> _Instructions to follow_: Restate the entries below exactly, and keep all images out of the answer.

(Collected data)
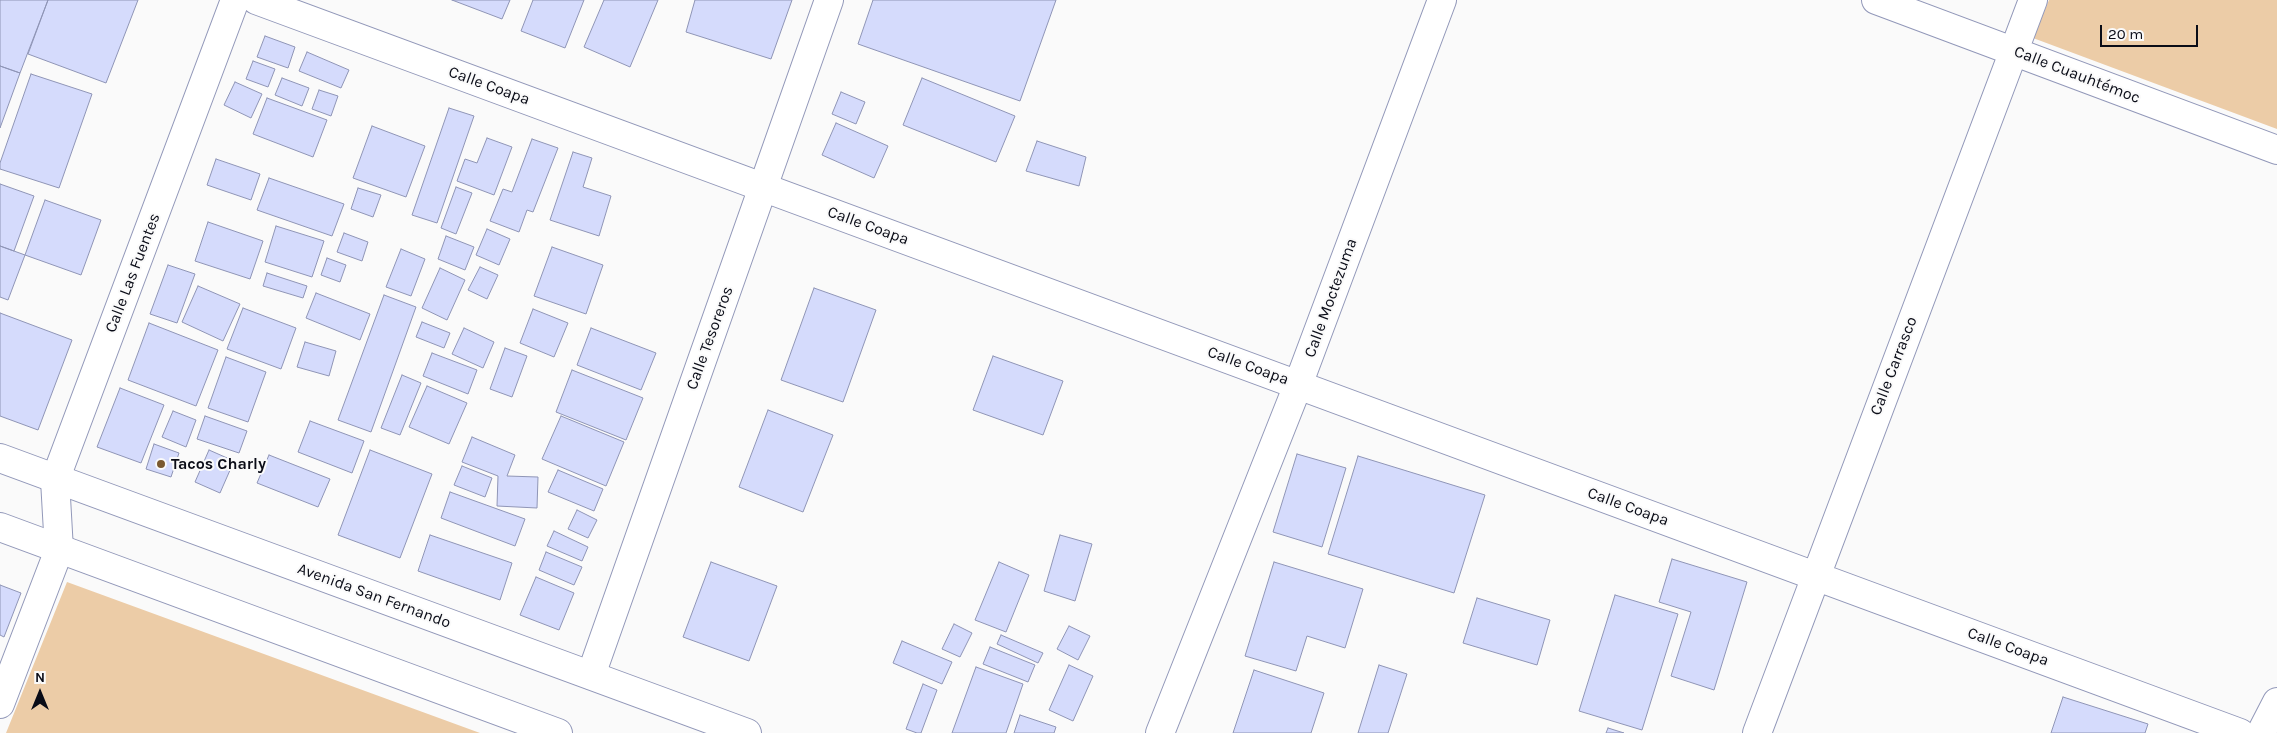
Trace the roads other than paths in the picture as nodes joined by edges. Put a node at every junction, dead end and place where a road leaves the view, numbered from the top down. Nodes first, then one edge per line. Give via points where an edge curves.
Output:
1 (235, 0) edge
2 (256, 0) edge
3 (829, 0) edge
4 (1442, 0) edge
5 (1876, 0) edge
6 (2033, 0) edge
7 (2013, 51) junction
8 (2277, 150) edge
9 (764, 187) junction
10 (1298, 385) junction
11 (0, 458) edge
12 (55, 480) junction
13 (0, 527) edge
14 (59, 550) junction
15 (1815, 576) junction
16 (591, 675) junction
17 (2277, 702) edge
18 (0, 704) edge
19 (558, 733) edge
20 (747, 733) edge
21 (1160, 733) edge
22 (1757, 733) edge
23 (2240, 733) edge
24 (2261, 733) edge

1 - 12 street, Calle Las Fuentes
2 - 9 street, Calle Coapa
3 - 9 street, Calle Tesoreros
4 - 10 street, Calle Moctezuma
5 - 7 street, Calle Cuauhtémoc
6 - 7 street, Calle Carrasco
7 - 8 street, Calle Cuauhtémoc
7 - 15 street, Calle Carrasco
9 - 10 street, Calle Coapa
9 - 16 street, Calle Tesoreros
10 - 15 street, Calle Coapa
10 - 21 street, Calle Moctezuma
11 - 12 street, Avenida San Fernando
12 - 14 street, Calle Las Fuentes
12 - 16 street, Avenida San Fernando
13 - 14 street
14 - 18 street
14 - 19 street
15 - 22 street, Calle Carrasco
15 - 23 street, Calle Coapa
16 - 20 street, Avenida San Fernando
17 - 24 street

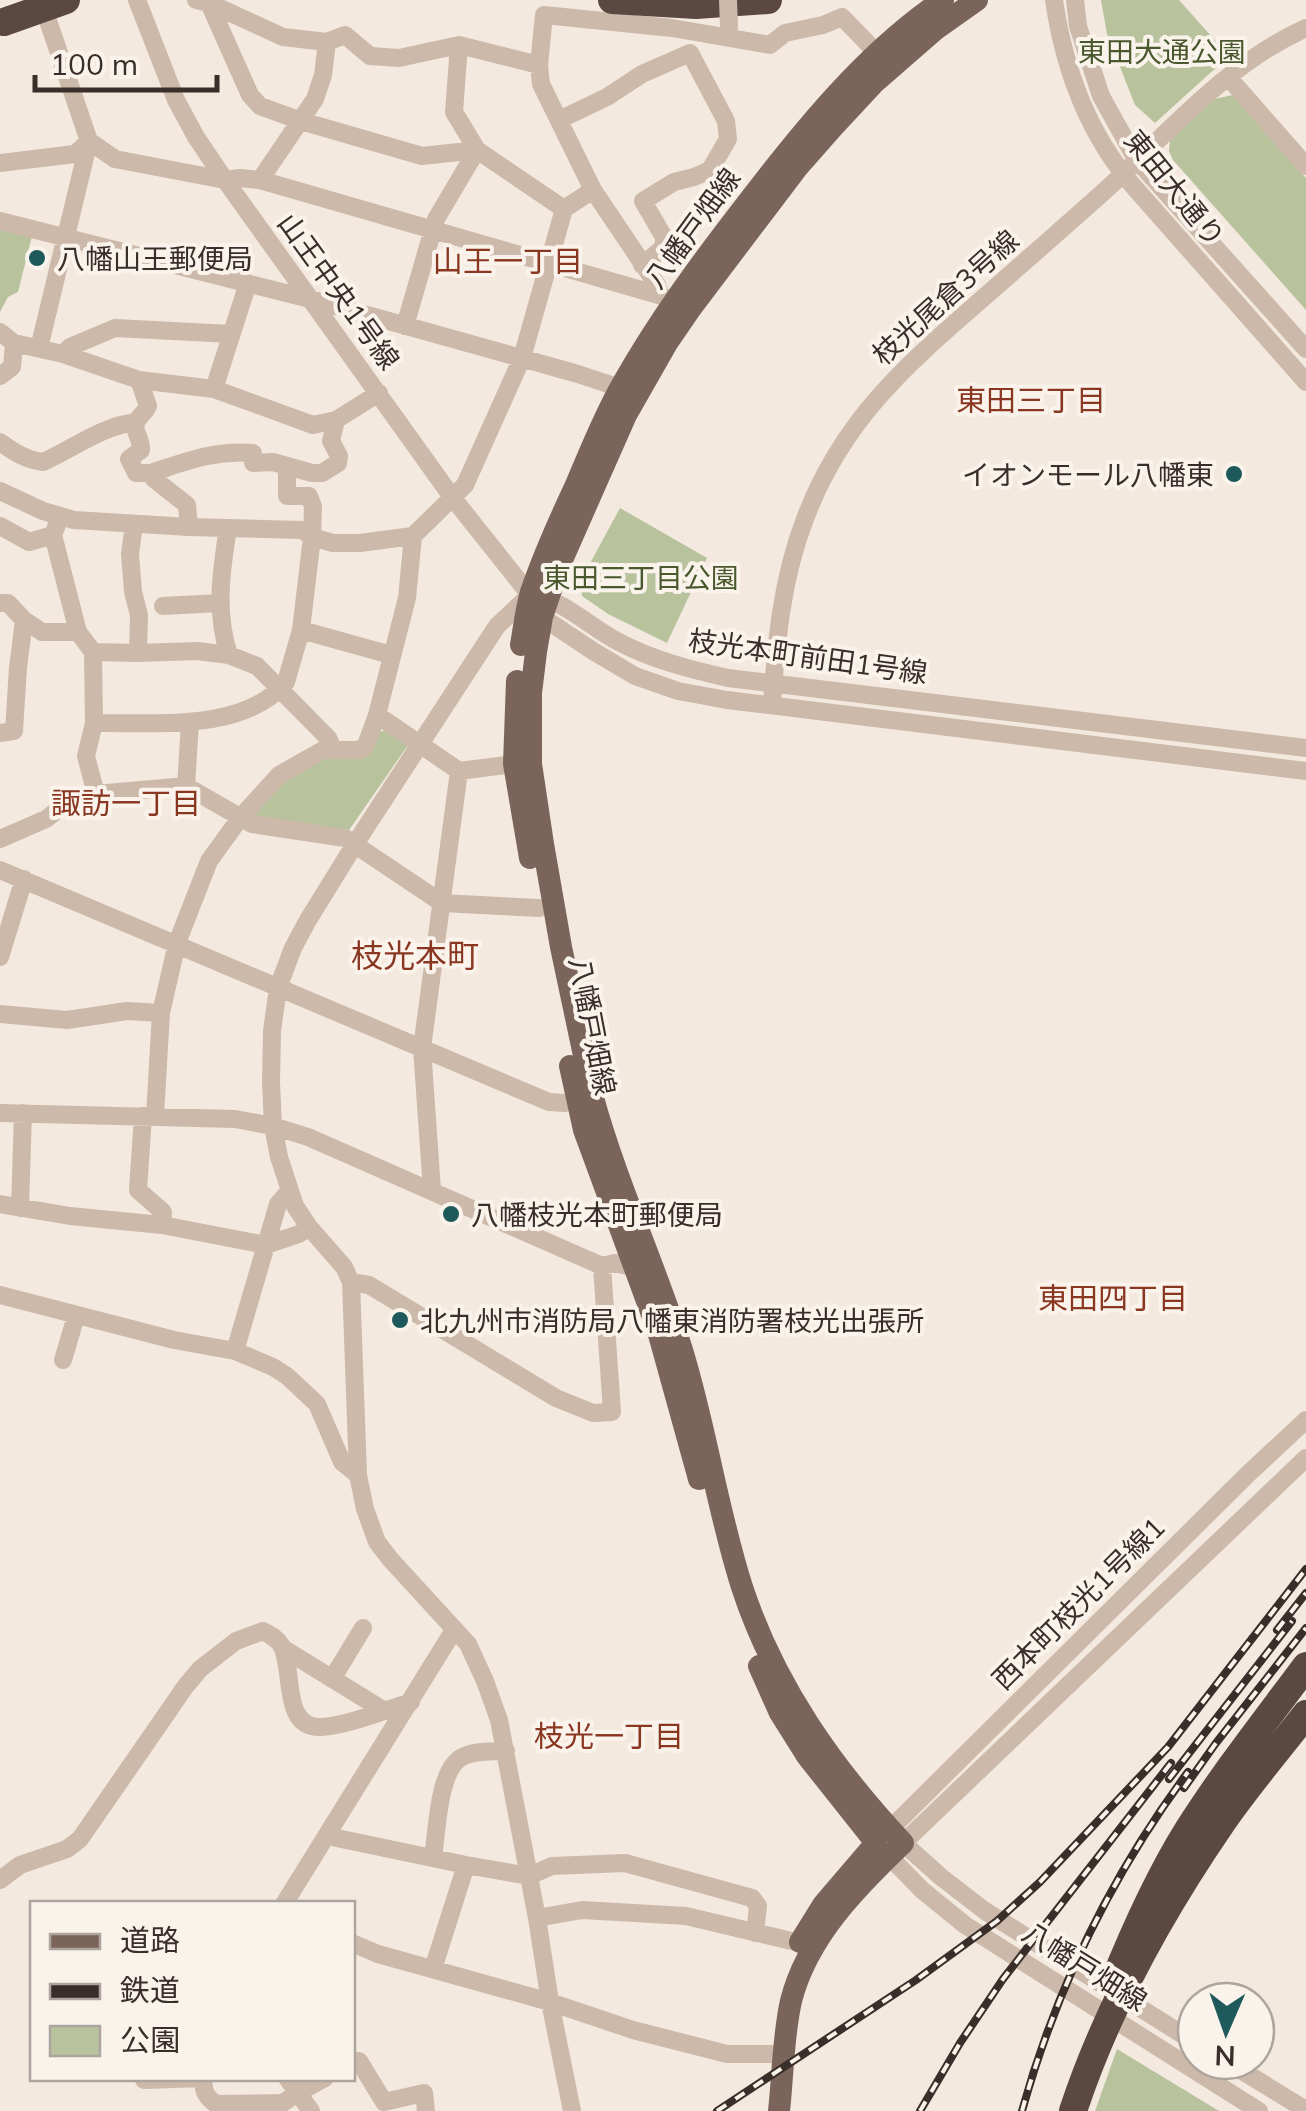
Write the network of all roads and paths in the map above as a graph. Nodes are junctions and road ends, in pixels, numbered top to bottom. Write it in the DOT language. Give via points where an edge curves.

> _Expected answer_:
Trace the roads other than paths in the picture as nodes joined by edges. Put a node at every junction, dead end and place where a road leaves the view, numbered from the top down. Nodes first, then one edge per line. Give via points where an edge curves.
Output:
1 (235, 0) edge
2 (256, 0) edge
3 (829, 0) edge
4 (1442, 0) edge
5 (1876, 0) edge
6 (2033, 0) edge
7 (2013, 51) junction
8 (2277, 150) edge
9 (764, 187) junction
10 (1298, 385) junction
11 (0, 458) edge
12 (55, 480) junction
13 (0, 527) edge
14 (59, 550) junction
15 (1815, 576) junction
16 (591, 675) junction
17 (2277, 702) edge
18 (0, 704) edge
19 (558, 733) edge
20 (747, 733) edge
21 (1160, 733) edge
22 (1757, 733) edge
23 (2240, 733) edge
24 (2261, 733) edge

1 - 12 street, Calle Las Fuentes
2 - 9 street, Calle Coapa
3 - 9 street, Calle Tesoreros
4 - 10 street, Calle Moctezuma
5 - 7 street, Calle Cuauhtémoc
6 - 7 street, Calle Carrasco
7 - 8 street, Calle Cuauhtémoc
7 - 15 street, Calle Carrasco
9 - 10 street, Calle Coapa
9 - 16 street, Calle Tesoreros
10 - 15 street, Calle Coapa
10 - 21 street, Calle Moctezuma
11 - 12 street, Avenida San Fernando
12 - 14 street, Calle Las Fuentes
12 - 16 street, Avenida San Fernando
13 - 14 street
14 - 18 street
14 - 19 street
15 - 22 street, Calle Carrasco
15 - 23 street, Calle Coapa
16 - 20 street, Avenida San Fernando
17 - 24 street

Write the network of all roads and paths in the map above as a graph. Nodes are junctions and road ends, in pixels, numbered top to bottom. Write it in the DOT language. Give via points where an edge curves.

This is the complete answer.